Midi. Il croque une baie amère et noire. Elle se perd dans sa main, entre ses grands doigts fins. Le soleil cogne, mais il ne le sent pas, protégé par la ramure épaisse qui se prolonge à l'infini. Dans le sous-bois, la lumière ambre est douce, et Scylla se relève. Bientôt, le ruisseau s'élargit, et Scylla se doute qu'il est près de sa source. Devant lui se dresse un saule pleureur, dont les lianes coulent jusqu'au sol. Le cour d'eau passe en dessous, en douce vaguelettes émeraudes. Agité d'un soubresaut curieux, Scylla doucement glisse sa main entre deux pans de l'arbre. Il écarte lentement le rideau de feuilles et de fleurs légères.

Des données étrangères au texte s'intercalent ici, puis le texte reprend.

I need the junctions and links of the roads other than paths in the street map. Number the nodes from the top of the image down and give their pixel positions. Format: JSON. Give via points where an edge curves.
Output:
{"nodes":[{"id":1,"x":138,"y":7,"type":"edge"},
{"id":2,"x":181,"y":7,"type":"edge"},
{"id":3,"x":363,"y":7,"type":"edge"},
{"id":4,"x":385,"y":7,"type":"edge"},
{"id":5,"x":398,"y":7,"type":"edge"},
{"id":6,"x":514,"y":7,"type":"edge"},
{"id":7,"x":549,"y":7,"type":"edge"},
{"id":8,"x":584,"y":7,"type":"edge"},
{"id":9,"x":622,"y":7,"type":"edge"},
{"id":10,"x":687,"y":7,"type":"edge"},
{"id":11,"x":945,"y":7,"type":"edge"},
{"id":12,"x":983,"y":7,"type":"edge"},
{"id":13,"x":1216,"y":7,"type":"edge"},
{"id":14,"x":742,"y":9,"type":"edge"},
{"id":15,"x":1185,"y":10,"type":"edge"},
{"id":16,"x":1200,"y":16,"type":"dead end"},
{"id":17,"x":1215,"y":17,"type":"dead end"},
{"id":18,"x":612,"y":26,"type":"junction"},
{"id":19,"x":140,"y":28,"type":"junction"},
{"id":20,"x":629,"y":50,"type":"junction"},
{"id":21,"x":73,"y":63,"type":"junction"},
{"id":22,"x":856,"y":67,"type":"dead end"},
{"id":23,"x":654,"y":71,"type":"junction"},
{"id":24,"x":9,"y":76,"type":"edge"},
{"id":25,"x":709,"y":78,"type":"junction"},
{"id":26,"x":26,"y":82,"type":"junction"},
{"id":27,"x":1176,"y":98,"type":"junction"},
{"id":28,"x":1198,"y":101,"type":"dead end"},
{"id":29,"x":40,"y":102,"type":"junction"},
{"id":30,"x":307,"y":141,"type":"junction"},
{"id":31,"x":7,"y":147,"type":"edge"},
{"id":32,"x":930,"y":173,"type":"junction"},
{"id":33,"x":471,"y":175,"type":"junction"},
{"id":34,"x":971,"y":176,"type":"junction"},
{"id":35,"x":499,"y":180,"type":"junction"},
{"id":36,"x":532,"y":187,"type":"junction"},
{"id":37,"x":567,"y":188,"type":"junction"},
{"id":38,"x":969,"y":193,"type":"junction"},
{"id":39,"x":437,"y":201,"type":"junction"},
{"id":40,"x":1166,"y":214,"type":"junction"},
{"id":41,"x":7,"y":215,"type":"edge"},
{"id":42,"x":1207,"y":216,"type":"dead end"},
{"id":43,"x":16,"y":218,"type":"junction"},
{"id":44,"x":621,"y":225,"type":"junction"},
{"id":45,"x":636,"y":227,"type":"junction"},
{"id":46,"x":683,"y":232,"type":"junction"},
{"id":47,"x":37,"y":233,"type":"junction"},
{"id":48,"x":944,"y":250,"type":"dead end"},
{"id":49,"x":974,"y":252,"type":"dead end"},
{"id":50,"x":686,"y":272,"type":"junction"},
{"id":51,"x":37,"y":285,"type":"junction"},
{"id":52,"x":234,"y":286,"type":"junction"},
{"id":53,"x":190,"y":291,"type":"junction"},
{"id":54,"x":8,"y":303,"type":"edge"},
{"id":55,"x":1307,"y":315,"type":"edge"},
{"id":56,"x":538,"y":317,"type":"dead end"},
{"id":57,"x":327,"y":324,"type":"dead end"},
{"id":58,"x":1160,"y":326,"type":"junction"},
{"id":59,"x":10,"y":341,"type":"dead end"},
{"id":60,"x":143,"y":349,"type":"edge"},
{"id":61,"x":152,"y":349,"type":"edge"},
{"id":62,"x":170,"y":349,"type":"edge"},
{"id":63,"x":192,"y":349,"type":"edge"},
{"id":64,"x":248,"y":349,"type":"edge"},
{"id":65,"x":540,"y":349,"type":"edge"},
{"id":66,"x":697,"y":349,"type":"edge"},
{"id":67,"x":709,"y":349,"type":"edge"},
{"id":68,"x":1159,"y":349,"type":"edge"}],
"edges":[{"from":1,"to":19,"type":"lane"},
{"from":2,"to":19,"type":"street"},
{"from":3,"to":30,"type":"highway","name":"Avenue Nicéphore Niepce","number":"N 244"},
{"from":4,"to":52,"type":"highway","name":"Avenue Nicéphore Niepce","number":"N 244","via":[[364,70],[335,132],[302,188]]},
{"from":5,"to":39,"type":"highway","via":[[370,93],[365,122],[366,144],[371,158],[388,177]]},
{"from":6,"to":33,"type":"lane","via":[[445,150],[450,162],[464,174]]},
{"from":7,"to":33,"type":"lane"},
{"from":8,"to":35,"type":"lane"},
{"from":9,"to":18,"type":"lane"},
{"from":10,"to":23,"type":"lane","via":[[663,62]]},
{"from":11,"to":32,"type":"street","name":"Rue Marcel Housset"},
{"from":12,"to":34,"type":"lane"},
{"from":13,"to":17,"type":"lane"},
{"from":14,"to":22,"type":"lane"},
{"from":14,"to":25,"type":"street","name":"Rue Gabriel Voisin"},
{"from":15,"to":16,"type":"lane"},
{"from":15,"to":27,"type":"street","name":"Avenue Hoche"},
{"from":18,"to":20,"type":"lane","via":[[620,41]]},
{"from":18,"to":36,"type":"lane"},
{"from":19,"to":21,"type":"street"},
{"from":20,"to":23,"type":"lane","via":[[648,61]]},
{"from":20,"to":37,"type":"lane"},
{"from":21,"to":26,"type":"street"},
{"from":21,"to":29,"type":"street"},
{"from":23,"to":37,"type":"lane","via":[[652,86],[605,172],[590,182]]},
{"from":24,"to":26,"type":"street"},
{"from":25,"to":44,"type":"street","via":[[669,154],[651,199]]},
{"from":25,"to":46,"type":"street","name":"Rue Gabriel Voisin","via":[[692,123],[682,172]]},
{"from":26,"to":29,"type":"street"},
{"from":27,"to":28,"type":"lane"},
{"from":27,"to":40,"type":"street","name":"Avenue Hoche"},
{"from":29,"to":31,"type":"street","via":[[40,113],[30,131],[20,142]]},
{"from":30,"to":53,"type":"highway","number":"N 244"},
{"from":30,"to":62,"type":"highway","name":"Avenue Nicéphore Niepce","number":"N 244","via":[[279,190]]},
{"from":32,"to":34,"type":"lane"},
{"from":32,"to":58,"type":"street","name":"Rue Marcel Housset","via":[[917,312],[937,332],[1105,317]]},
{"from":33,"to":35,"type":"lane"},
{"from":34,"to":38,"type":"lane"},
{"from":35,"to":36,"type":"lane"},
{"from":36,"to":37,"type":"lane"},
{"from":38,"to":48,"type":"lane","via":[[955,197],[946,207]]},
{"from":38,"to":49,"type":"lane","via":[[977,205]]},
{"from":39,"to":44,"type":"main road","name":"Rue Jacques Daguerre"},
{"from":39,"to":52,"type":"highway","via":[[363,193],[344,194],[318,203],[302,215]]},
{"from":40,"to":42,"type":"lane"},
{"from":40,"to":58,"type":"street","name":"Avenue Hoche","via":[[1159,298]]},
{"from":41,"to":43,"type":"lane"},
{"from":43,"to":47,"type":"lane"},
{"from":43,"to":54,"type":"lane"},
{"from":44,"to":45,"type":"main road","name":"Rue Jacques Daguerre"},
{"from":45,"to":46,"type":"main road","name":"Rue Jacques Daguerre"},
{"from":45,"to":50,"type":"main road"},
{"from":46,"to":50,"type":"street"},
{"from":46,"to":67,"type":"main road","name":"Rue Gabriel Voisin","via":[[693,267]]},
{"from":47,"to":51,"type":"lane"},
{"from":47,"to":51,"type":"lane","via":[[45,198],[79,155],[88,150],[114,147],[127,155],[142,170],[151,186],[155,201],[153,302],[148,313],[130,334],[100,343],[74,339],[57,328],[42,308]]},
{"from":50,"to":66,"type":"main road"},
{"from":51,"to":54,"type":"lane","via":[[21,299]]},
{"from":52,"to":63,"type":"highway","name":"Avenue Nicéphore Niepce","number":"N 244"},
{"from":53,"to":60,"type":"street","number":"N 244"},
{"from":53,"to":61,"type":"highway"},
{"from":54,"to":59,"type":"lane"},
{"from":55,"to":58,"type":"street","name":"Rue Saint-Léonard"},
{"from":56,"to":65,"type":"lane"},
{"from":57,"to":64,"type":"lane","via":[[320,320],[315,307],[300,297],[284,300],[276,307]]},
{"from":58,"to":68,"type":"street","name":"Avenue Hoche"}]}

Scylla ne croit pas en Dieu, en aucun des dieux de la terre. Il n'éprouve pas ce besoin qu'on les hommes de croire éperdument en l'être supérieur. On dit que Dieu réside dans le cœur qui bat en chacun. Le cœur de Scylla doit être trop fermé, trop profond. Et pourtant, lorsque d'un geste désintéressé il ouvre les pans de la toison immense de saule, il croit au paradis. Voilà qu'il est au jardin d'Eden. Tout y est ; le ruisseau qui prend sa source dans une mare ronde et jade, aux reflets verdâtre. L'ombre se fait ici plus éparse, l'air est chaud mais bon. La clairière résonne doucement des stridulations aiguës des cigales, et des croassements rauques des crapauds somnolents doucement sur quelques nénuphars dérivant sur la surface trouble. Et au fond de ce jardin ceint par une coupole d'arbres pleurant l'été, l'hiver, l'automne et le printemps, se dresse fièrement un arbre par deux fois centenaire. Dans ce cerisier blanc, arbre de la connaissance, poussent, à l'abri des regards, des grappes entières de fruits défendus. Et en chaque cerise est prisonnier un rayon de soleil, qui rend la chaire pleine et rouge, le fruit juteux et bon. Tout le jour, Scylla se gave, et le jus roule en gouttes sucrées sur ses poignets noirs. Puis, avant que la cloche ne sonne la fin de la liberté, Scylla pleure. Il pleur comme cela, sans raison aucune. Le lieu est tellement imprégné de solitude, de mélancolie, qu'il se laisse aller au bras des arbres, qui lui caressent le visage. La nostalgie du moment, hors de la forêt, hors de tout, l'a touché, ébranlé au plus profond de son être.